Steps to reproduce:
- This is a clean install starting at 6.0.3 LTS that has had the point upgrades done. It is a distributed VM deployment. 2 separate frontend VM's, 2 server VM's with the new built in HA feature and a single mariadb VM. All VM's are Ubuntu 20.04.3 LTS.
- I had seen periodic slow query messages in the server log since I started the setup and hadn't found it to be problem, but over the last day the system became unusable. We had 2 cores and the mariadb was maxing both. We bumped up to 4 cores and then it was maxing all 4 cores.
- Slow queries were 500+ seconds long. I will include some processlist outputs in attachments.
- My system is running nearly 80,000 items. new values per second 192.95
- I did some searching and found a thread referencing a database table that was missing a key, so we checked our create tables statements and they all had keys in them. (I created them using "/usr/share/doc/zabbix-sql-scripts/mysql/server.sql.gz" per the install instructions)
- The longest queries we found were on the triggers, functions, and graphs tables. While they all had keys they did not have a composite index. With no other changes besides creating the index on the table, query times on the tables went from 500+ seconds to 2-3 seconds.
- This query was running for 43 seconds at the time of checking:
select distinct g.graphid,g.name,g.width,g.height,g.yaxismin,g.yaxismax,g.show_work_period,g.show_triggers,g.graphtype,g.show_legend,g.show_3d,g.percent_left,g.percent_right,g.ymin_type,g.ymin_itemid,g.ymax_type,g.ymax_itemid,g.discover from graphs g,graphs_items gi,items i,item_discovery id where g.graphid=gi.graphid and gi.itemid=i.itemid and i.itemid=id.itemid and id.parent_itemid=43199
- We added the command "create index graphs_items_i_2 on graphs_items(graphid,itemid);" and now that query takes 0.001 seconds with no other changes.
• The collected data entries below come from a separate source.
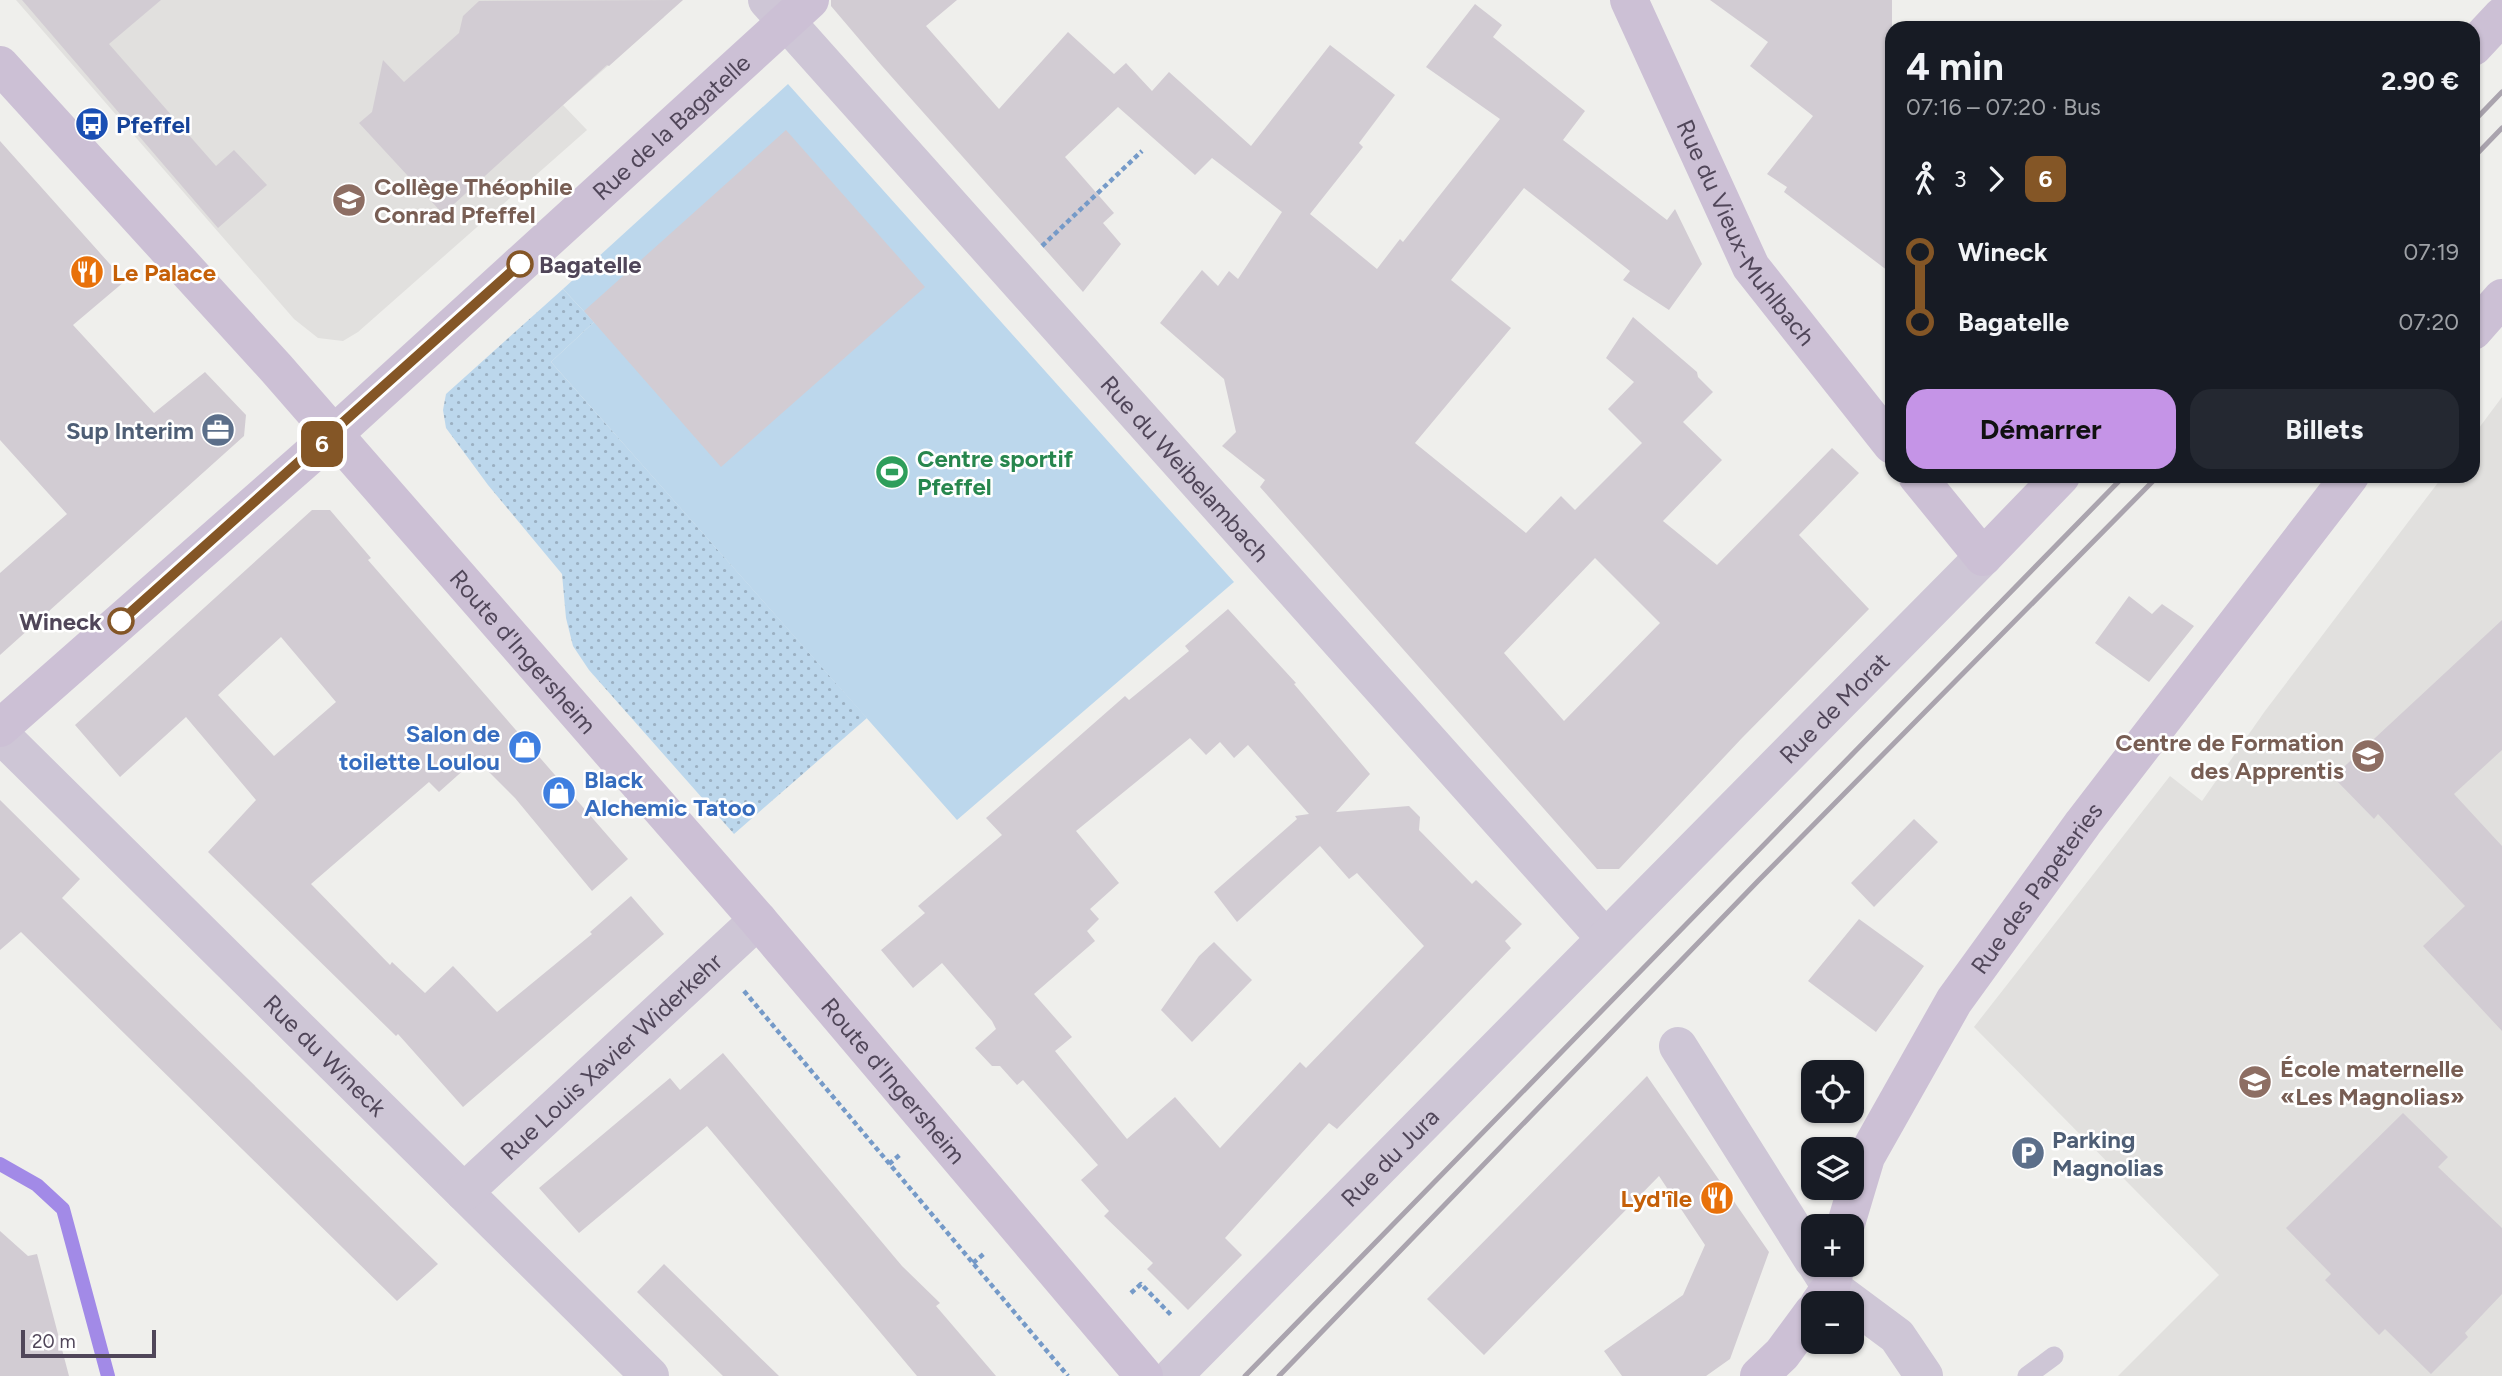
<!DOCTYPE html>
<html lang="fr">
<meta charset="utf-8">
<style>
:root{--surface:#171b24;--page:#242831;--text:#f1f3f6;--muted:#9ea1a6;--accent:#c594e7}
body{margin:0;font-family:Figtree,sans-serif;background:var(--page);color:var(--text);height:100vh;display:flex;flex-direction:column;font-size:26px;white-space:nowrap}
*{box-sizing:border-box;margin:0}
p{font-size:23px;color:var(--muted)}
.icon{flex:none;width:38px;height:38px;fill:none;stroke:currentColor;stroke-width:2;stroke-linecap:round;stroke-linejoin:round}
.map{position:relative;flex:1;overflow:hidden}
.sheet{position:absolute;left:1885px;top:21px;width:595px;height:462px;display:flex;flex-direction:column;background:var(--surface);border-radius:21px;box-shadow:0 2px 5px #0004}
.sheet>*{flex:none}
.badge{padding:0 14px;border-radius:10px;font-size:24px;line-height:46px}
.tools{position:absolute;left:1801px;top:1060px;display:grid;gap:14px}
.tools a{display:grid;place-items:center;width:63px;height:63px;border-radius:14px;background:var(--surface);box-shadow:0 2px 5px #0004;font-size:35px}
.scale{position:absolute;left:21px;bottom:18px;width:135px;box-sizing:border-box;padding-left:7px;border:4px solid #504659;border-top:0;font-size:19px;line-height:24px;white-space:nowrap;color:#504659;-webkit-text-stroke:5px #fff;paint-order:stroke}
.map>.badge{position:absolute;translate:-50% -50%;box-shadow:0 0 0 4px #fff}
.legs{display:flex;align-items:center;gap:10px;height:77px;padding:0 21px;font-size:23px}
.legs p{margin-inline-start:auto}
.headline{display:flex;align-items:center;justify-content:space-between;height:119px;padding:0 21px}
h1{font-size:38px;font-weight:700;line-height:52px}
.button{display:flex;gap:14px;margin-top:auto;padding:14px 21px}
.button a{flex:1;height:80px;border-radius:21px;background:var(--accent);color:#111;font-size:28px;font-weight:700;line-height:80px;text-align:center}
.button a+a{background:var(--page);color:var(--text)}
ul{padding:0 21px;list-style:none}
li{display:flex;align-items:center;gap:24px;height:70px;font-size:26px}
li i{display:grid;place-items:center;width:10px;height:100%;margin:0 9px;background:currentColor}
li i::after{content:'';width:18px;height:18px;margin:-9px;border:5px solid;border-radius:50%;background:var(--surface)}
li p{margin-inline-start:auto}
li:first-child i{background:linear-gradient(#0000 50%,currentColor 0)}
li:last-child i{background:linear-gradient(currentColor 50%,#0000 0)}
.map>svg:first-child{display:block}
.education{fill:#e1e0de}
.grass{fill:url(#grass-dots)}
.pitch{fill:#bcd7ec}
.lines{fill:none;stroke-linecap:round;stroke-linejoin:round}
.stream{stroke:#a28ae7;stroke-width:14}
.building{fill:#d2ccd3;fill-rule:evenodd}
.path{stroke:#759ac8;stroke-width:4.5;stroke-dasharray:5 3.5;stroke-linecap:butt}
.lane{stroke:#cec6d6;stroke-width:19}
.street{stroke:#cec6d6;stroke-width:38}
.secondary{stroke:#ccc0d5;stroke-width:38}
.rail{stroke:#aaa4ae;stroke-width:5}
.line-1-casing{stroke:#fff;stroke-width:16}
.line-1{stroke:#845626;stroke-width:10}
.stop-1-dot{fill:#fff;stroke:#845626;stroke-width:3.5}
.labels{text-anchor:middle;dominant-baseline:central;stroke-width:5;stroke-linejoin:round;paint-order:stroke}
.transit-label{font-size:24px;font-weight:bold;fill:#164399;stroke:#fff;text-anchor:start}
.street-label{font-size:24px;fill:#504659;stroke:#fff}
.education-label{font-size:24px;font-weight:bold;fill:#785e54;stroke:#fff;text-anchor:start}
.stop-label{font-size:24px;font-weight:bold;fill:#504659;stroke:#fff;text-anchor:start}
.food-label{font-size:24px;font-weight:bold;fill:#c56008;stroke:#fff;text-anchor:start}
.service-label{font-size:24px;font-weight:bold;fill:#4e5e75;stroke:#fff;text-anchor:end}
.leisure-label{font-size:24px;font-weight:bold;fill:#27864d;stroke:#fff;text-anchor:start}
.shop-label{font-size:24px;font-weight:bold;fill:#366cbe;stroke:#fff;text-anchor:end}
</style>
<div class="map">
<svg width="2502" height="1376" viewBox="0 0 2502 1376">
<defs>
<pattern id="grass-dots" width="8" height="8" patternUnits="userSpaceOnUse" patternTransform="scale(1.75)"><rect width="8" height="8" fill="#bcd7ec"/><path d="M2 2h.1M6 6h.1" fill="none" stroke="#9bb0c2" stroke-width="1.8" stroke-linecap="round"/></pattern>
</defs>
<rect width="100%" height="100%" fill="#efefec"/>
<path class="education" d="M16,0H679L663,15L664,17L563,105L587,130L358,332L343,341L318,338L294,319Z
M2502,397V1376H2118L2219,1275L1974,1027L2170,776L2202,801L2265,711L2443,476H2473V436Z"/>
<path class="grass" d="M563,289L594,322L551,362L867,718L734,834L589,670L573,646L566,618L562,574L488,485L446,428L443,410L446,394Z"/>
<path class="pitch" d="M788,84L1234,582L957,820L551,362L594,322L563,289Z"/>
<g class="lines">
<path class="stream" d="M0,1164L37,1185L63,1209L108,1376"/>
</g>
<path class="building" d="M22,0H161L109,44L216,166L234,150L267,185L218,228Z
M683,0L609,66L607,65L443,214L359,123L372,112L383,60L404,82L459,33L463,16L479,1Z
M831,0H957L926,26L999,109L1068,32L1114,74L1126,63L1152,91L1169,72L1251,146L1330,45L1395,95L1359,143L1363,147L1310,214L1377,269L1400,239L1403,242L1500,119L1426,67L1475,4L1502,25L1493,37L1585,111L1563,140L1667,220L1675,209L1702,264L1669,310L1623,280L1630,271L1524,188L1451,280L1511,328L1415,443L1526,533L1561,496L1575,510L1642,443L1608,409L1634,382L1606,358L1633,317L1697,372L1698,377L1713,392L1683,422L1722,460L1663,521L1717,565L1832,448L1859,473L1799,535L1869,609L1742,738L1619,869H1597L1260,487L1265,480L1222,446L1236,432L1224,379L1160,323L1202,270L1218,286L1229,271L1238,279L1282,212L1212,158L1195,175L1118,107L1065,157L1114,213L1103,223L1121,244L1083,292L882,66L831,6ZM1595,558L1660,623L1564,721L1504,653Z
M1710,0H1892V274L1784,192L1787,187L1767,174L1813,116L1750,66L1768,42Z
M786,130L925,287L721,467L584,311Z
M0,141L125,281L73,325L154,413L205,372L246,415L244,436L0,655V573L67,514L0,440Z
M312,510H330L371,558L368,560L628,859L592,891L515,798L476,759L439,792L429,782L311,884L390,965L392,962L425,993L453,966L497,1012L592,934L590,932L631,896L664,934L463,1107L398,1034L396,1036L208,852L256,800L186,717L120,777L75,725ZM281,637L336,702L274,756L218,695Z
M2129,596L2152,614L2162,604L2194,626L2149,682L2095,643Z
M1228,609L1296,683L1294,684L1370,774L1336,812L1409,806L1420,817L1419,830L1472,884L1476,880L1522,924L1505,941L1511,948L1337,1129L1329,1123L1225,1238L1242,1255L1188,1310L1147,1269L1153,1263L1104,1216L1109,1211L1081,1180L1098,1165L1023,1080L1017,1085L1000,1066H992L975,1048L996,1029L992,1021L942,963L913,988L881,950L925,913L918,906L1002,835L986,818L1125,696L1129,700L1189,651L1185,646ZM1190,738L1206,755L1220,742L1234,758L1248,745L1309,814L1295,816L1297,819L1214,892L1237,922L1320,846L1349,879L1357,873L1424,946L1306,1068L1300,1062L1220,1148L1175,1097L1127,1139L1055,1051L1072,1037L1034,994L1095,941L1087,931L1099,919L1090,909L1119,883L1076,831Z
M2502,620V750L2454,794L2502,846V1031L2423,946L2465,906L2378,814L2374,819L2333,777Z
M0,800L80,879L62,898L438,1264L397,1301L21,932L0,950Z
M1914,819L1938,842L1874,907L1851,883Z
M1859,919L1924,966L1876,1032L1808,981Z
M1214,942L1252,980L1192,1042L1161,1010L1199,956Z
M723,1053L902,1266L940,1303L936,1306L996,1376H917L707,1126L579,1233L539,1188L670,1078L680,1090Z
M1647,1076L1769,1252L1730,1359L1706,1376H1622L1604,1351L1683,1295L1705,1245L1659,1176L1484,1355L1427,1299Z
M2403,1113L2448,1157L2438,1167L2502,1228V1294L2465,1333L2468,1337L2431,1374L2385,1329L2379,1335L2325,1280L2331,1274L2286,1228Z
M0,1231L28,1256L37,1254L69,1376H0Z
M664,1264L779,1376H723L637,1292Z"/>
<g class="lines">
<path class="path" d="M1042,246L1142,151
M744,991L1068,1376
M889,1164L902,1153
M973,1263L986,1252
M1131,1293L1141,1284L1172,1316"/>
<path class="lane" d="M2027,1376L2054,1356"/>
<g class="street">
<path id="s1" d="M767,0L1605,938"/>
<path id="s2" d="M0,734L650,1376"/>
<path d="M1678,1046L1813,1260"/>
<path id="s3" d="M464,1192L758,920"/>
<path d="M1817,1265L1831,1287L1897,1336L1924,1376"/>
<path id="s4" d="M1173,1376L1983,557"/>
</g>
<g class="secondary">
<path id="s5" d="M1629,0L1751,267L1892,445"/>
<path d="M2473,47L2502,16"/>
<path id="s6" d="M0,65L276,368L758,920L1144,1376"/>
<path d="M2473,331L2502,298"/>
<path d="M1917,476L1983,557L2061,476"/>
<path id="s7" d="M0,728L333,435L810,0"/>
<path id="s8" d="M1845,1227L1866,1157L1954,1001L2083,823L2350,476"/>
<path d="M1819,1304L1831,1287L1836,1265"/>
<path d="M1759,1376L1782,1354L1813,1312"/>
</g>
<path class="rail" d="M2473,122L2502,92
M2473,158L2502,128
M1245,1376L2124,476
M1279,1376L1758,881L2158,476"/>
</g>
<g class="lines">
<g class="line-1-casing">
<path id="line-1" d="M121,621L520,264"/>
</g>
<use href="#line-1" class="line-1"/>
</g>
<defs>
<g id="bus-disc" transform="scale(1.75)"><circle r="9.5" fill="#1a4fb4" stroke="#fff"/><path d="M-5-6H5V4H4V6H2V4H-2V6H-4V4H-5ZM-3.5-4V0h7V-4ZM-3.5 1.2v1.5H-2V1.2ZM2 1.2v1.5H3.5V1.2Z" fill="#fff"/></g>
<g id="school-disc" transform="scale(1.75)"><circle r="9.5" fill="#8d6e63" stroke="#fff"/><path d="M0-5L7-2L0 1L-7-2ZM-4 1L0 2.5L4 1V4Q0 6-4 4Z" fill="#fff"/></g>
<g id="restaurant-disc" transform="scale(1.75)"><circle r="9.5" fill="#e8710a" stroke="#fff"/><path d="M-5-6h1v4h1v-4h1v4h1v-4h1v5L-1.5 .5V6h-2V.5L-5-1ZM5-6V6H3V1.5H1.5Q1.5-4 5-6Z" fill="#fff"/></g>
<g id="office-disc" transform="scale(1.75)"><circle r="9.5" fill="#5c6f8a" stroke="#fff"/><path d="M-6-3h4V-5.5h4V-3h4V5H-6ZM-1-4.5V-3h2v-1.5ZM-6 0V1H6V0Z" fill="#fff"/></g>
<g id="stadium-disc" transform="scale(1.75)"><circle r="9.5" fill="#2e9e5b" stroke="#fff"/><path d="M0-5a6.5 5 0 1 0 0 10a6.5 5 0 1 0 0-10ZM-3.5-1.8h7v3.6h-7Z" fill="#fff"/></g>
<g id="shop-disc" transform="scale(1.75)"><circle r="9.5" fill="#3f7fe0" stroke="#fff"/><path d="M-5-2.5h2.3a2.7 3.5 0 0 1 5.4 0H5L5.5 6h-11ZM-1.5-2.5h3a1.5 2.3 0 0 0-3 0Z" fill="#fff"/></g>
<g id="parking-disc" transform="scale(1.75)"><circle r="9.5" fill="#5c6f8a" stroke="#fff"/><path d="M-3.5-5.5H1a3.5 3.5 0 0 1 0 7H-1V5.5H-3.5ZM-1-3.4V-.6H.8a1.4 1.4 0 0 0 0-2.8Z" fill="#fff"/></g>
</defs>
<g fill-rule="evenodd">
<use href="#bus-disc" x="92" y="124"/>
<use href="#school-disc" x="349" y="200"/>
<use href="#restaurant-disc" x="87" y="272"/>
<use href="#office-disc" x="218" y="430"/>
<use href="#stadium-disc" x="892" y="472"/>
<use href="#shop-disc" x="525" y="747"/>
<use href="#school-disc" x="2368" y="756"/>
<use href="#shop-disc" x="559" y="793"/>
<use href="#school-disc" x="2255" y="1082"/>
<use href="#parking-disc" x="2028" y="1153"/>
<use href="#restaurant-disc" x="1717" y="1198"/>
</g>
<g class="stop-1-dot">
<circle cx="520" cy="264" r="12"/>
<circle cx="121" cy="621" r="12"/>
</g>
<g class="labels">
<g class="transit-label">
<text x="116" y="124">Pfeffel</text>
</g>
<g class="street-label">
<text stroke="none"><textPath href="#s7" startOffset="901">Rue de la Bagatelle</textPath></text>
<text stroke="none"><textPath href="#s5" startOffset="261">Rue du Vieux-Muhlbach</textPath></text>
<text stroke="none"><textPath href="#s1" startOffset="628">Rue du Weibelambach</textPath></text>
<text stroke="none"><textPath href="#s6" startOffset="786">Route d'Ingersheim</textPath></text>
<text stroke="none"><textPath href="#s4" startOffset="940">Rue de Morat</textPath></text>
<text stroke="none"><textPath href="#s8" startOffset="392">Rue des Papeteries</textPath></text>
<text stroke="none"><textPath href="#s2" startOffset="457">Rue du Wineck</textPath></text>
<text stroke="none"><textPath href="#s3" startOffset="200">Rue Louis Xavier Widerkehr</textPath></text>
<text stroke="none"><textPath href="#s6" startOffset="1353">Route d'Ingersheim</textPath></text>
<text stroke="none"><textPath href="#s4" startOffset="308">Rue du Jura</textPath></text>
</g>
<g class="education-label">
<text x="374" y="186">Collège Théophile<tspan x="374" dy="28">Conrad Pfeffel</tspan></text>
<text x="2344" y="742" text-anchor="end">Centre de Formation<tspan x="2344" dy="28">des Apprentis</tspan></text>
<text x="2280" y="1068">École maternelle<tspan x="2280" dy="28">«Les Magnolias»</tspan></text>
</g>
<g class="stop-label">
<text x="539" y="264">Bagatelle</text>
<text x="102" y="621" text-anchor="end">Wineck</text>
</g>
<g class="food-label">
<text x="112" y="272">Le Palace</text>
<text x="1692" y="1198" text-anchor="end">Lyd'île</text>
</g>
<g class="service-label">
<text x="194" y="430">Sup Interim</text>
<text x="2052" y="1139" text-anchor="start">Parking<tspan x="2052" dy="28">Magnolias</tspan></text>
</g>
<g class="leisure-label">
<text x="917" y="458">Centre sportif<tspan x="917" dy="28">Pfeffel</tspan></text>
</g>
<g class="shop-label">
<text x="500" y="733">Salon de<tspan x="500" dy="28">toilette Loulou</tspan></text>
<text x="584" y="779" text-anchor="start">Black<tspan x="584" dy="28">Alchemic Tatoo</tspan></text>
</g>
</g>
</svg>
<div class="tools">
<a><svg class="icon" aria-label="locate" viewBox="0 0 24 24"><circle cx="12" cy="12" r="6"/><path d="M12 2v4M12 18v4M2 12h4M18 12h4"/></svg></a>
<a><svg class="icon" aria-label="layers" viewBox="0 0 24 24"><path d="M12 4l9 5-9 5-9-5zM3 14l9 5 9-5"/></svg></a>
<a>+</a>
<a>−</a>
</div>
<div class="scale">20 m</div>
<b class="badge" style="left:322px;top:444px;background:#845626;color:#fff">6</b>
<section class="sheet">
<div class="headline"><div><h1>4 min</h1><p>07:16 – 07:20 · Bus</p></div><b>2.90 €</b></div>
<div class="legs"><svg class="icon" aria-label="walk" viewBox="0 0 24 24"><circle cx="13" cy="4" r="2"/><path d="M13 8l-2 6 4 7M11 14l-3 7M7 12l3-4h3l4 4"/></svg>3<svg class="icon" aria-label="forward" viewBox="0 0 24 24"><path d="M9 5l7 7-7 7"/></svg><b class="badge" style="background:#845626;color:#fff">6</b></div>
<ul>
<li><i style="color:#845626"></i><b>Wineck</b><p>07:19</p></li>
<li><i style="color:#845626"></i><b>Bagatelle</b><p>07:20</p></li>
</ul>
<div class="button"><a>Démarrer</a><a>Billets</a></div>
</section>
</div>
- We made similar changes on functions and triggers tables but I can't find in my logs the exact commands we ran to give for examples.
I would like to know if this was the proper fix for this? Should there be a different approach? While the massively slow queries are now resolved for the 3 worst offending tables, it appears there may be other tables that are facing simliar issues. trigger_depends and items are my persistent slow queries now in the 3-5 second range.
I'm not a database expert and so I'm not sure what relevant data I should include. Please let me know what other outputs are needed.